骨折时,骨折断端聚集的大量血小板,可释放大量的PDGF、TGF-β、IGF等来促进成骨增殖、调节骨细胞功能和代谢等,而参与骨修复与再生过程[12-13]。PRP中含有大量的PDGF、TGF-β、IGF等生长因子,且自体提取制备的PRP,具有制备简单、可行性高、价格低廉、生物安全性高及并发症少等优点,被证实具有加速骨细胞活化、促进骨缺损修复、骨诱导再生等作用,而在骨折治疗中有广阔的应用前景[14-15]。冀少林等[8]建立大鼠OP性骨折模型,证实PRP可促进OP性骨折大鼠骨痂形成。本研究发现,PRP组大鼠干预治疗后,大鼠血清中DGF、TGF-β、IGF水平异常升高,骨痂体积、骨小梁形成及骨愈合水平均高于OP性骨折模型组,证实PRP具有较好的促进OP性骨折愈合作用。但其具体分子生物学机制还有待进一步验证。

Notch信号通路是骨代谢过程中的重要通路[16]。大量文献研究发现,当Notch信号出现异常时,会引起骨发育失调、骨质疏松、骨软化等[17]。周灵通等[18]发现,Notch可表达于成骨细胞中,可通过抑制破骨细胞分化和成熟来促进骨矿物质沉积。Ballhause等[19]发现,Notch活化可通过促进BMP、OPG等促成骨活化因子表达,抑制破骨细胞活化来影响骨代谢及骨重建过程。本研究发现,OP性骨折组大鼠骨密度降低、骨愈合延迟的同时,骨痂组织中Notch1表达显著降低,BMP、OPG等促成骨活化因子表达降低,RANKL等骨吸收反应相关因子表达增加,进一步抑制大鼠Notch1表达,大鼠骨密度进一步降低,骨折愈合更加缓慢。本研究发现,PRP促进大鼠骨密度升高、加快骨折愈合的同时,Notch1及BMP、OPG表达也升高,提示PRP促进OP性骨折大鼠骨量增加及骨折愈合的作用,也可能与促进Notch1通路激活有关。Notch通路抑制剂-DAPT可逆转PRP的上述作用。

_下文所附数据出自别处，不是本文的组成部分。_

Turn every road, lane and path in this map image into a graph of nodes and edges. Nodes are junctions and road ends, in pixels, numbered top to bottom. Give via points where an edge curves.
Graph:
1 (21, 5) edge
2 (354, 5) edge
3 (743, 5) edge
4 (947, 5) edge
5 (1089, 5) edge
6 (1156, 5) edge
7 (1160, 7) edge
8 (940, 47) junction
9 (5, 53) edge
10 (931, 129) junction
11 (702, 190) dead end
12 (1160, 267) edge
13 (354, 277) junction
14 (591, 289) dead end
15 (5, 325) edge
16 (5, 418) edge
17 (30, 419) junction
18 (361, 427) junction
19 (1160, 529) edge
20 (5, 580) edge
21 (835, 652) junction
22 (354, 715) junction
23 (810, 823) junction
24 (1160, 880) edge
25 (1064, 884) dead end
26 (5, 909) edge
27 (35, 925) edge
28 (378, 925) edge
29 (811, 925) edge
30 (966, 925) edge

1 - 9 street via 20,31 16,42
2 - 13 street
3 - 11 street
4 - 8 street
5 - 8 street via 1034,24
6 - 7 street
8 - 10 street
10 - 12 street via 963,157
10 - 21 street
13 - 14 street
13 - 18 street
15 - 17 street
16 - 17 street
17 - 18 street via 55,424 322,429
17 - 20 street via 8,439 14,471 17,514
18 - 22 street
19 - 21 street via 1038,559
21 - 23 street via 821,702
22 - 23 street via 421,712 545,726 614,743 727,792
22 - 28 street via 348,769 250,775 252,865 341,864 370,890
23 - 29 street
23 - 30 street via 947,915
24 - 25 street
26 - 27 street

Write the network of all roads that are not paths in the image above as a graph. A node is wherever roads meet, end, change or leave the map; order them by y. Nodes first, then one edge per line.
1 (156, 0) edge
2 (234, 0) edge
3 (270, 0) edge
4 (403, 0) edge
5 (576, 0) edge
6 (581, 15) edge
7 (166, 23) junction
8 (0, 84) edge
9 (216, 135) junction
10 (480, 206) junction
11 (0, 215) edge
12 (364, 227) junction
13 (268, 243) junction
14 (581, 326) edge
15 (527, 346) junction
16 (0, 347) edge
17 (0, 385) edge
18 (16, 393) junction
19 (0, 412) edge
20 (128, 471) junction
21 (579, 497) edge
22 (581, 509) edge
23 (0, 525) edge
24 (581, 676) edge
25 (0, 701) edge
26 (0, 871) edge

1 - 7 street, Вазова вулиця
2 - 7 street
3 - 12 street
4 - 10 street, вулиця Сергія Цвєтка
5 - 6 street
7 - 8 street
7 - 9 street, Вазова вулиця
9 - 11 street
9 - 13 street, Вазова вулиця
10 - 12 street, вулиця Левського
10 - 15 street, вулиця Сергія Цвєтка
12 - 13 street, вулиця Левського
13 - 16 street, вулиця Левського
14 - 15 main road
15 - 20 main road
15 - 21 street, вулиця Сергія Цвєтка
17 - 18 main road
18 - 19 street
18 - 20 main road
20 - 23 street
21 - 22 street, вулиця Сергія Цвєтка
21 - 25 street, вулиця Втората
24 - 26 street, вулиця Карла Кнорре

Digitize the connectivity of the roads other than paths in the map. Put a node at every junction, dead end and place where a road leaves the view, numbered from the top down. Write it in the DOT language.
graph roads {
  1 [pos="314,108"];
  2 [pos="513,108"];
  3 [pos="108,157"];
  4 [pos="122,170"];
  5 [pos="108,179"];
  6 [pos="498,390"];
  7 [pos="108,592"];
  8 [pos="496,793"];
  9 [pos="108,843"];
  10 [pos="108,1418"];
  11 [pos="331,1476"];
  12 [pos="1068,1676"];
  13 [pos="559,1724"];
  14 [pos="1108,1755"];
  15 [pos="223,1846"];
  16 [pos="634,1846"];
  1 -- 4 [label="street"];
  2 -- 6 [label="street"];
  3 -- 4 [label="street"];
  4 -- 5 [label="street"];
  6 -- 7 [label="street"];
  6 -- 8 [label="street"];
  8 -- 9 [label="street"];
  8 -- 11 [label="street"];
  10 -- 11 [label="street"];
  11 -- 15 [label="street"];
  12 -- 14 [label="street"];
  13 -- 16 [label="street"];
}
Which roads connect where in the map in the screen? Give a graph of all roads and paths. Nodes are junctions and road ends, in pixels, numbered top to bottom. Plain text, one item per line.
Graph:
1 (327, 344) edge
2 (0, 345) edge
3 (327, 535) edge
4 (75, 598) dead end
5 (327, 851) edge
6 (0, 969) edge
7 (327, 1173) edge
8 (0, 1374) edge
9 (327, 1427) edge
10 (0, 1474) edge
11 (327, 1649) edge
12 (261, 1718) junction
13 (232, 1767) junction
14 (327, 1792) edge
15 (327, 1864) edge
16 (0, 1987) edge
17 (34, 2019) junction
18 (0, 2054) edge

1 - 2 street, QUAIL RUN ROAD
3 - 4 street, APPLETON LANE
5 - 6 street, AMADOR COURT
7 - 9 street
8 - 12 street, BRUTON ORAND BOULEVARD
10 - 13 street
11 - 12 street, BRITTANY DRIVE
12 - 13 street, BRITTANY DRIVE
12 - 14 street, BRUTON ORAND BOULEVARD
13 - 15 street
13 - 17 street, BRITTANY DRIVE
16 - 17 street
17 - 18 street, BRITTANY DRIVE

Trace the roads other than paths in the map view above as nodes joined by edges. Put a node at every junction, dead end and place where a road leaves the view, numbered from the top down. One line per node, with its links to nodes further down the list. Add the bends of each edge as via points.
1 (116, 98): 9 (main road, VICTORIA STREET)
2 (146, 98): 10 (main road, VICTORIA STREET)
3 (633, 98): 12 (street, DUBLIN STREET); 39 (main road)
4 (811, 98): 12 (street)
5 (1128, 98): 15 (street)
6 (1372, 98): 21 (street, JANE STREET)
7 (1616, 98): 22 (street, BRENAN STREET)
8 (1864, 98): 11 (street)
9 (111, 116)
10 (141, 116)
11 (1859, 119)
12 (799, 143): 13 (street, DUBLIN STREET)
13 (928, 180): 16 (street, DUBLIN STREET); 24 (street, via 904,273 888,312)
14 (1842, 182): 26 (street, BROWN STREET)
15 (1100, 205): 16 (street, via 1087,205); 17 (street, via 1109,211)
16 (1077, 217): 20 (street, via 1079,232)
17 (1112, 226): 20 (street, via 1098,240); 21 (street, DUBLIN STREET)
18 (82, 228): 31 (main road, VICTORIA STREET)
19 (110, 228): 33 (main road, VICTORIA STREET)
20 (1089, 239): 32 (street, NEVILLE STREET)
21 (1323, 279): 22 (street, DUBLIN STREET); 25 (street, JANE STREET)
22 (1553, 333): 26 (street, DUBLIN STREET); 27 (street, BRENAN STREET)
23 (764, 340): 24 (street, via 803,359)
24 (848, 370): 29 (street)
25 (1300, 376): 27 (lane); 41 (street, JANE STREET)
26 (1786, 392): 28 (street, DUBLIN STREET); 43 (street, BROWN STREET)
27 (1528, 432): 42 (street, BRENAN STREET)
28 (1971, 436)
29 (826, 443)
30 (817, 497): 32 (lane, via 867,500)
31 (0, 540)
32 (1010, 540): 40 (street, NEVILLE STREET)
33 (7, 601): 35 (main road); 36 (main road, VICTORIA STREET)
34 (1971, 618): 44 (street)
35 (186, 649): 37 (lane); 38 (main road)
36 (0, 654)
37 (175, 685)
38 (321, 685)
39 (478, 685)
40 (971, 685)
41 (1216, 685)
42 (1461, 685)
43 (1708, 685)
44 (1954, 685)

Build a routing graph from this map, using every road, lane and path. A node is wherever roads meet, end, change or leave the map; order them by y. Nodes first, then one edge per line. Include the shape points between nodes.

综上所述,PRP促进OP性骨折大鼠骨量增加及骨折愈合的作用,也可能与促进Notch1通路激活有关。这可能为阐明PRP改善OP性骨折的分子生物学机制,提供一定参考。但OP性骨折骨密度降低及骨折愈合的调控机制复杂,涉及多条通路多个细胞因子共同调节,Notch可能只是其中的一条途径。PRP促进OP性骨折愈合的其他分子机制,仍需继续深入研究。